BEGIN Source records

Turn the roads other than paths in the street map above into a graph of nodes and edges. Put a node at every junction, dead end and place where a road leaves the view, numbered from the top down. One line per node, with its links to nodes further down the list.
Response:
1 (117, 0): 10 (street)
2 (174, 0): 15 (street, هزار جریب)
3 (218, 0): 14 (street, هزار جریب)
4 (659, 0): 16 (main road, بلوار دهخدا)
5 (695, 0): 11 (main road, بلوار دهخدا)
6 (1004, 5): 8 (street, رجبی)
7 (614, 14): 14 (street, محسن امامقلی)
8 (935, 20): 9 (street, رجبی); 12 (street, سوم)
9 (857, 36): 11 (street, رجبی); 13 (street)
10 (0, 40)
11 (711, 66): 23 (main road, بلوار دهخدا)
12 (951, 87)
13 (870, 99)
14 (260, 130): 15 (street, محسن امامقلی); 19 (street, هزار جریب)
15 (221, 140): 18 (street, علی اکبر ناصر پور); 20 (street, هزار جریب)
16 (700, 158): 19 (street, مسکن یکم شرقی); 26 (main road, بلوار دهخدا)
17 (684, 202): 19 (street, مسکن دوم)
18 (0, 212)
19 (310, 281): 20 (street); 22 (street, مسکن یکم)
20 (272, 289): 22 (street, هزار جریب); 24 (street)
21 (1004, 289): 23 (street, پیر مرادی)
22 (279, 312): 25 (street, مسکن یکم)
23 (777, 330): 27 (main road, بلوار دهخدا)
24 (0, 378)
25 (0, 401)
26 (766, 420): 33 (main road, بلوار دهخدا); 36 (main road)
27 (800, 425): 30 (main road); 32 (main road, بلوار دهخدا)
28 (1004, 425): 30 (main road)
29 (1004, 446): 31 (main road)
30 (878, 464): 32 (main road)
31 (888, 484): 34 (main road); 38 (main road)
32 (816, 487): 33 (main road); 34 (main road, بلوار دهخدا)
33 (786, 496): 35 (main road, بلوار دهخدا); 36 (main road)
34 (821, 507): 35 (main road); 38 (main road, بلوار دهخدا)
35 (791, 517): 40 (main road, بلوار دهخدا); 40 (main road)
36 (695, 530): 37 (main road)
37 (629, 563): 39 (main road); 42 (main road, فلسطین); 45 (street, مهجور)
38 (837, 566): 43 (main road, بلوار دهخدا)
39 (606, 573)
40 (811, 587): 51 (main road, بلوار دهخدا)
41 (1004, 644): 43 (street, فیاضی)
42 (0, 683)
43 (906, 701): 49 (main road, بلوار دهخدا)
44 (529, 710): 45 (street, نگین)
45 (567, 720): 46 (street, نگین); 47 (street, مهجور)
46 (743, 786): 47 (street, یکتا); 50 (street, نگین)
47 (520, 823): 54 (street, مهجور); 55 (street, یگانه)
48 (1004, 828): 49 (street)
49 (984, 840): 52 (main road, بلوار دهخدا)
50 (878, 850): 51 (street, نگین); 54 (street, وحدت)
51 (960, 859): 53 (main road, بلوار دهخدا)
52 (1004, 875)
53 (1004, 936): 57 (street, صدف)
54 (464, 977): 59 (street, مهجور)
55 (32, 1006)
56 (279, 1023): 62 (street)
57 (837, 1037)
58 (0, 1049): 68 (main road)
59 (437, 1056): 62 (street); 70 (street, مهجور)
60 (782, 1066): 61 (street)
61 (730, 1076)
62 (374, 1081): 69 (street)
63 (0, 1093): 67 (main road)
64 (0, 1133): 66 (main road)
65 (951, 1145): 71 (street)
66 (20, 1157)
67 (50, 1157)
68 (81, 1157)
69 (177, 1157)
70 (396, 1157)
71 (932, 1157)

END Source records

• Problem to work on:
Having read the records above, reproduce each one exactly.

• Solution to this problem:
Turn the roads other than paths in the street map above into a graph of nodes and edges. Put a node at every junction, dead end and place where a road leaves the view, numbered from the top down. One line per node, with its links to nodes further down the list.
Response:
1 (117, 0): 10 (street)
2 (174, 0): 15 (street, هزار جریب)
3 (218, 0): 14 (street, هزار جریب)
4 (659, 0): 16 (main road, بلوار دهخدا)
5 (695, 0): 11 (main road, بلوار دهخدا)
6 (1004, 5): 8 (street, رجبی)
7 (614, 14): 14 (street, محسن امامقلی)
8 (935, 20): 9 (street, رجبی); 12 (street, سوم)
9 (857, 36): 11 (street, رجبی); 13 (street)
10 (0, 40)
11 (711, 66): 23 (main road, بلوار دهخدا)
12 (951, 87)
13 (870, 99)
14 (260, 130): 15 (street, محسن امامقلی); 19 (street, هزار جریب)
15 (221, 140): 18 (street, علی اکبر ناصر پور); 20 (street, هزار جریب)
16 (700, 158): 19 (street, مسکن یکم شرقی); 26 (main road, بلوار دهخدا)
17 (684, 202): 19 (street, مسکن دوم)
18 (0, 212)
19 (310, 281): 20 (street); 22 (street, مسکن یکم)
20 (272, 289): 22 (street, هزار جریب); 24 (street)
21 (1004, 289): 23 (street, پیر مرادی)
22 (279, 312): 25 (street, مسکن یکم)
23 (777, 330): 27 (main road, بلوار دهخدا)
24 (0, 378)
25 (0, 401)
26 (766, 420): 33 (main road, بلوار دهخدا); 36 (main road)
27 (800, 425): 30 (main road); 32 (main road, بلوار دهخدا)
28 (1004, 425): 30 (main road)
29 (1004, 446): 31 (main road)
30 (878, 464): 32 (main road)
31 (888, 484): 34 (main road); 38 (main road)
32 (816, 487): 33 (main road); 34 (main road, بلوار دهخدا)
33 (786, 496): 35 (main road, بلوار دهخدا); 36 (main road)
34 (821, 507): 35 (main road); 38 (main road, بلوار دهخدا)
35 (791, 517): 40 (main road, بلوار دهخدا); 40 (main road)
36 (695, 530): 37 (main road)
37 (629, 563): 39 (main road); 42 (main road, فلسطین); 45 (street, مهجور)
38 (837, 566): 43 (main road, بلوار دهخدا)
39 (606, 573)
40 (811, 587): 51 (main road, بلوار دهخدا)
41 (1004, 644): 43 (street, فیاضی)
42 (0, 683)
43 (906, 701): 49 (main road, بلوار دهخدا)
44 (529, 710): 45 (street, نگین)
45 (567, 720): 46 (street, نگین); 47 (street, مهجور)
46 (743, 786): 47 (street, یکتا); 50 (street, نگین)
47 (520, 823): 54 (street, مهجور); 55 (street, یگانه)
48 (1004, 828): 49 (street)
49 (984, 840): 52 (main road, بلوار دهخدا)
50 (878, 850): 51 (street, نگین); 54 (street, وحدت)
51 (960, 859): 53 (main road, بلوار دهخدا)
52 (1004, 875)
53 (1004, 936): 57 (street, صدف)
54 (464, 977): 59 (street, مهجور)
55 (32, 1006)
56 (279, 1023): 62 (street)
57 (837, 1037)
58 (0, 1049): 68 (main road)
59 (437, 1056): 62 (street); 70 (street, مهجور)
60 (782, 1066): 61 (street)
61 (730, 1076)
62 (374, 1081): 69 (street)
63 (0, 1093): 67 (main road)
64 (0, 1133): 66 (main road)
65 (951, 1145): 71 (street)
66 (20, 1157)
67 (50, 1157)
68 (81, 1157)
69 (177, 1157)
70 (396, 1157)
71 (932, 1157)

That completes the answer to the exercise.